Abstract

Polo-like kinase interacting checkpoint helicase (PICH) is a SNF2 family DNA translocase and is a Small Ubiquitin-like modifier (SUMO) binding protein. Despite that both translocase activity and SUMO-binding activity are required for proper chromosome segregation, how these two activities function to mediate chromosome segregation remains unknown. Here, we show that PICH specifically promotes dissociation of SUMOylated TopoisomeraseII (TopoII) from mitotic chromosomes.
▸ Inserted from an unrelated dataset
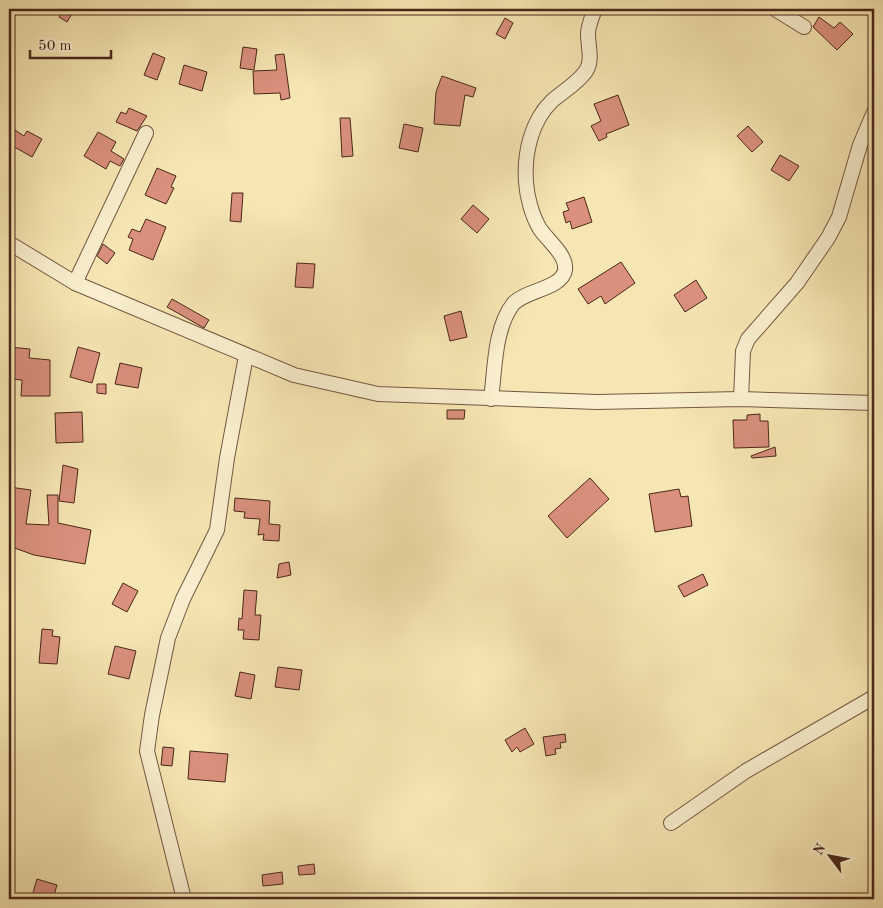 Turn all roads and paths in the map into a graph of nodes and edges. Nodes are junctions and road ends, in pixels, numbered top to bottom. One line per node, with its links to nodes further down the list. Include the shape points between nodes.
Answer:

When TopoII is stalled by treatment of cells with a potent TopoII inhibitor, ICRF-193, TopoII becomes SUMOylated, and this promotes its interaction with PICH. Conditional depletion of PICH using the Auxin Inducible Degron (AID) system resulted in retention of SUMOylated TopoII on chromosomes, indicating that PICH removes stalled SUMOylated TopoII from chromosomes. In vitro assays showed that PICH specifically regulates SUMOylated TopoII activity using its SUMO-binding and translocase activities. Taken together, we propose a novel mechanism for how PICH acts on stalled SUMOylated TopoII for proper chromosome segregation.\n\nSummary StatementPolo-like kinase interacting checkpoint helicase (PICH) interacts with SUMOylated proteins to mediate proper chromosome segregation during mitosis. The results demonstrate that PICH promotes dissociation of SUMOylated TopoisomeraseII from chromosomes and that function leads to proper chromosome segregation.